## [Records for processing]
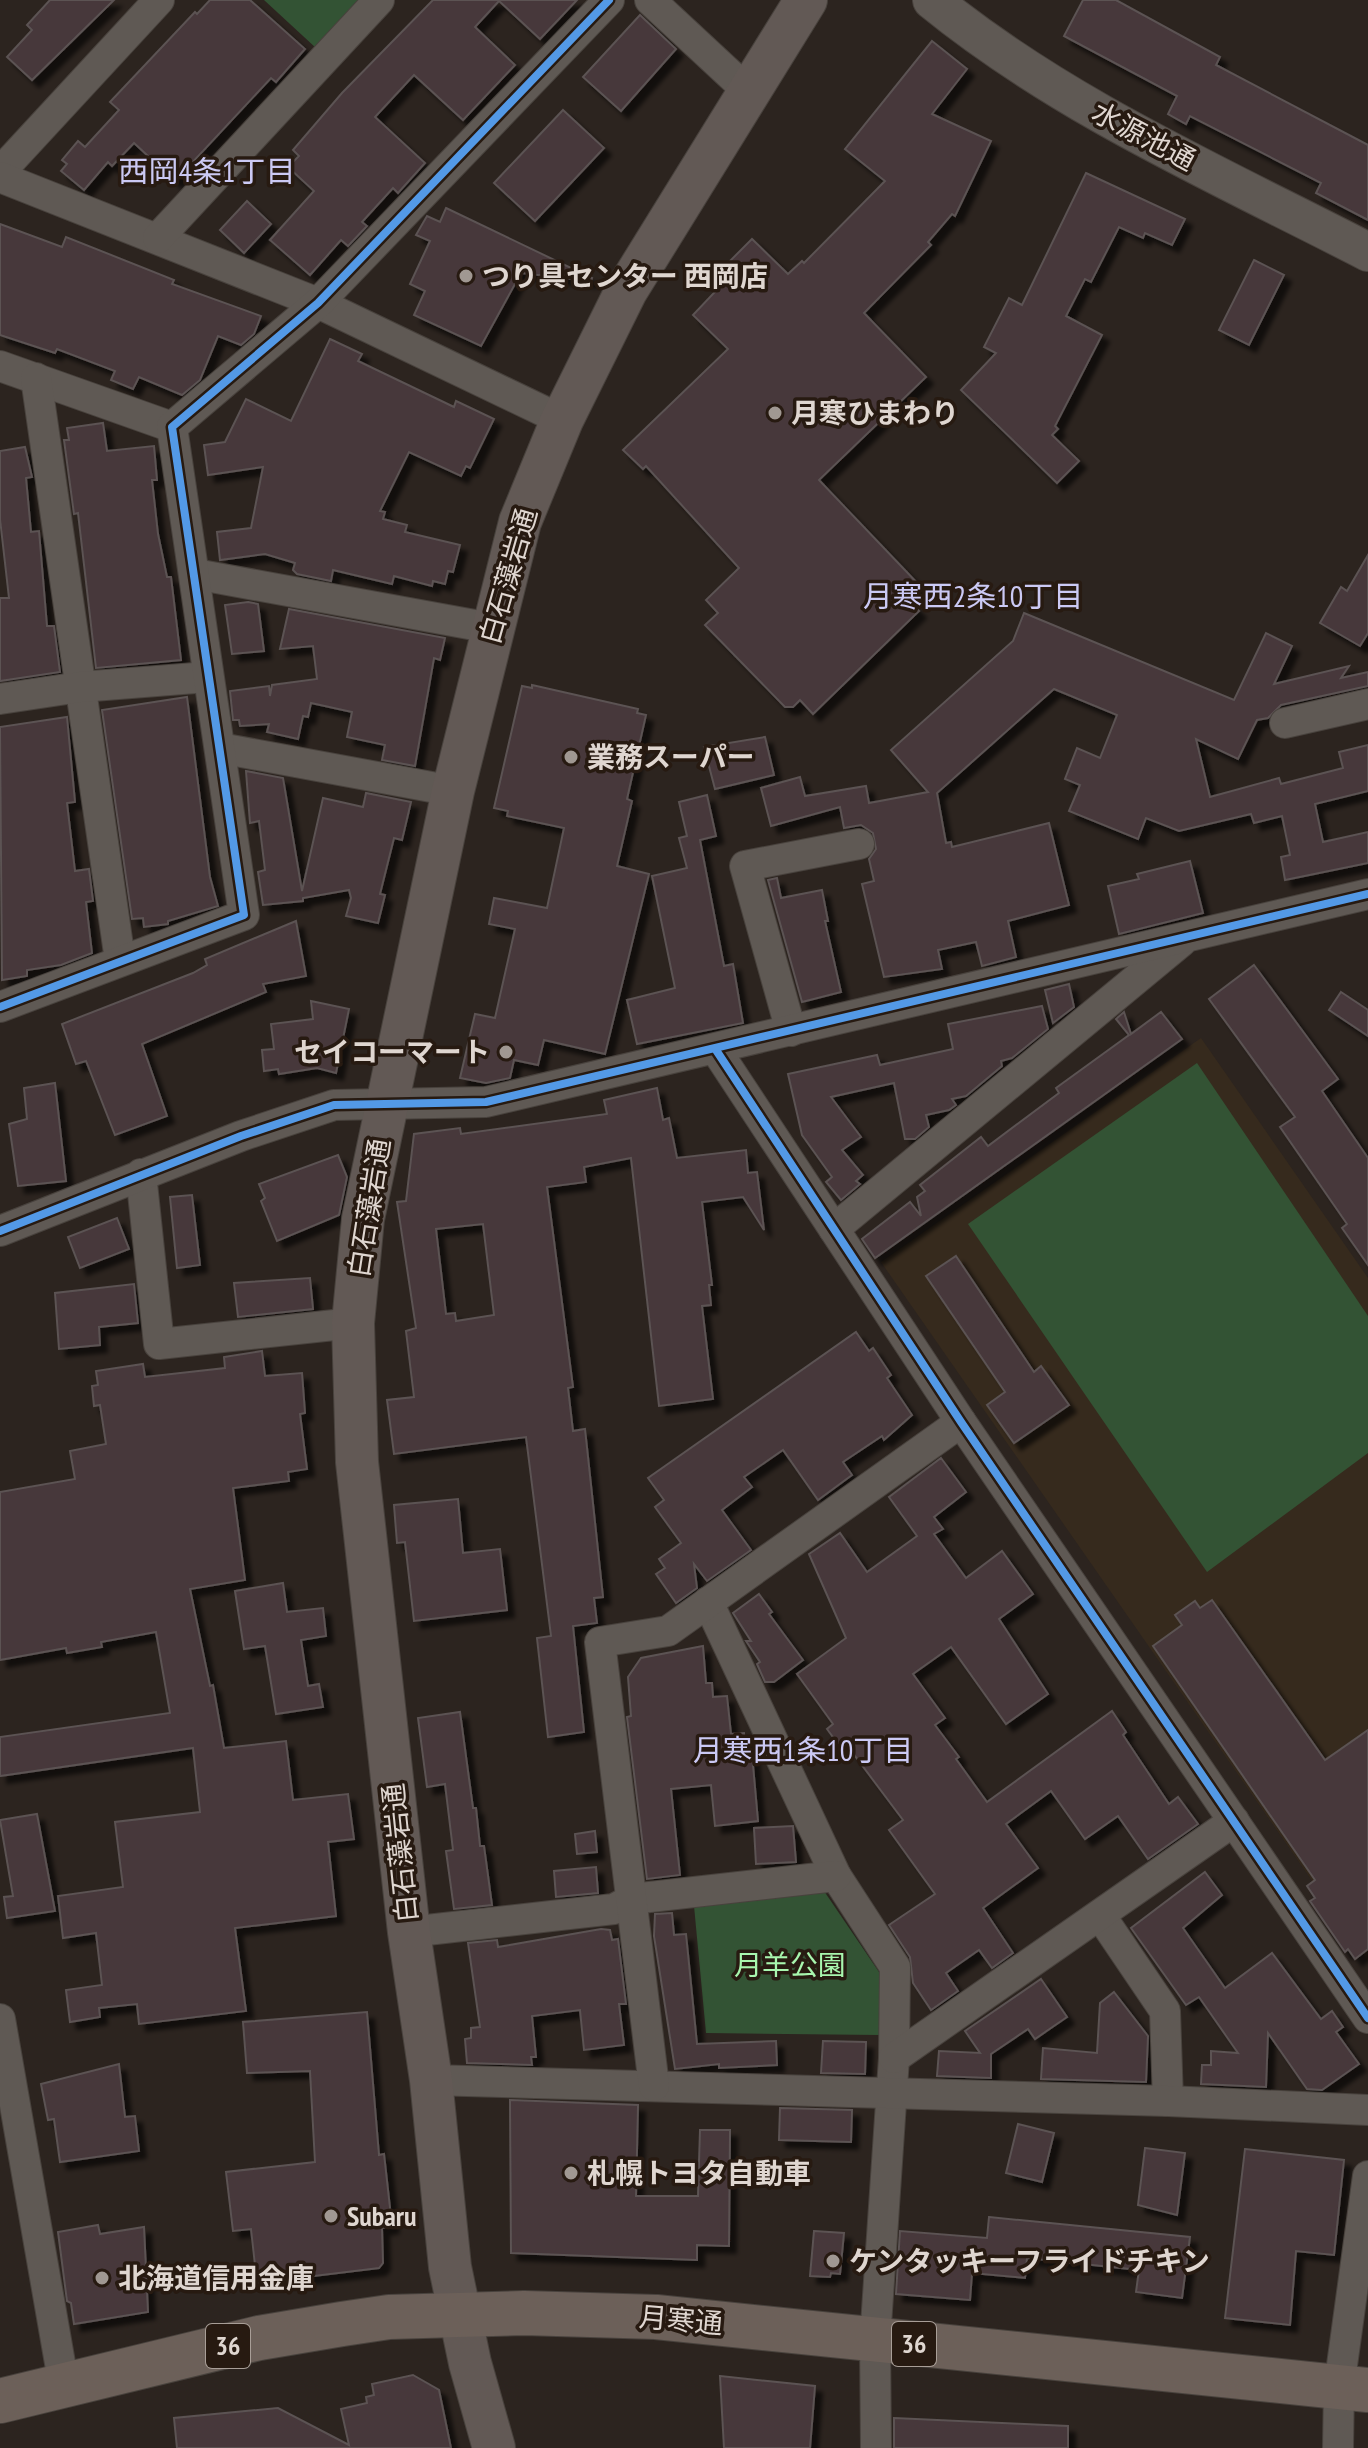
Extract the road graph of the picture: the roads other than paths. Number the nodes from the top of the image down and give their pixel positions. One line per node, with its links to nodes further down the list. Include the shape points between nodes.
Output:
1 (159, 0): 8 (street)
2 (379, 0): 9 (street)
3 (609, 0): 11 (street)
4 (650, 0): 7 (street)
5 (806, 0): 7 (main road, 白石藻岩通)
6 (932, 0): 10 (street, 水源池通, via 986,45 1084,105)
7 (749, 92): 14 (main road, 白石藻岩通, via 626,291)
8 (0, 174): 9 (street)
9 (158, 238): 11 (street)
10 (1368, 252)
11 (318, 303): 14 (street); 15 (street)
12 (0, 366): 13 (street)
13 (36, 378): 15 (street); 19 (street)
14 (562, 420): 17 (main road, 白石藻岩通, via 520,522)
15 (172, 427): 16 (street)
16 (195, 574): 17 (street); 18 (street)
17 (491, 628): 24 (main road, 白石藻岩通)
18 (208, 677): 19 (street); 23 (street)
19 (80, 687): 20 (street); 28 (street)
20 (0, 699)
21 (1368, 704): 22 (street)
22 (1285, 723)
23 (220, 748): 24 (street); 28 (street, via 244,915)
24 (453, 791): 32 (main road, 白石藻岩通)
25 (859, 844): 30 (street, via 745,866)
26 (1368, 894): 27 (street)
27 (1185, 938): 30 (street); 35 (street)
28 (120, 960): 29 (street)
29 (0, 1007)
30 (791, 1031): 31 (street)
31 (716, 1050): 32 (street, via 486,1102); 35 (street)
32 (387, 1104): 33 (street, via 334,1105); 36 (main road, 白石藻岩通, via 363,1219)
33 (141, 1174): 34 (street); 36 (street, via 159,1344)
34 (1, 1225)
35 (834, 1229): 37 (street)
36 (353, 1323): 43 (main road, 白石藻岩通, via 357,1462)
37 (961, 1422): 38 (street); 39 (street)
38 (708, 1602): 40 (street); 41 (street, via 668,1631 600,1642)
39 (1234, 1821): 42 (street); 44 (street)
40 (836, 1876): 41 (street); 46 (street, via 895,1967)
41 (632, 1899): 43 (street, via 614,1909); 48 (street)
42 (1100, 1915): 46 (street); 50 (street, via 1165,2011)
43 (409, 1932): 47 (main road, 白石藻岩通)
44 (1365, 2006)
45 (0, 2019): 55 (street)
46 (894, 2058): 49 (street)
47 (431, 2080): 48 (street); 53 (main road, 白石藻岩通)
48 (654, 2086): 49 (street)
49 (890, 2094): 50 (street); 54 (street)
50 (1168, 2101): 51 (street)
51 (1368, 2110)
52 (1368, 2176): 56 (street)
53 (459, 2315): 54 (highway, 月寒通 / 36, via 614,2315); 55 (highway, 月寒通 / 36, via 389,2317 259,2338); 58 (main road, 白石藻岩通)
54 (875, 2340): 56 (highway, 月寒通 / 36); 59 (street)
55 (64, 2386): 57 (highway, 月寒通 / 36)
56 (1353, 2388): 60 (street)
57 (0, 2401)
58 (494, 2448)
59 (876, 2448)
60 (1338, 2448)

## [Problem to work on]
If a line of the data contains "highway", copy it out.

## [Expected answer]
53 (459, 2315): 54 (highway, 月寒通 / 36, via 614,2315); 55 (highway, 月寒通 / 36, via 389,2317 259,2338); 58 (main road, 白石藻岩通)
54 (875, 2340): 56 (highway, 月寒通 / 36); 59 (street)
55 (64, 2386): 57 (highway, 月寒通 / 36)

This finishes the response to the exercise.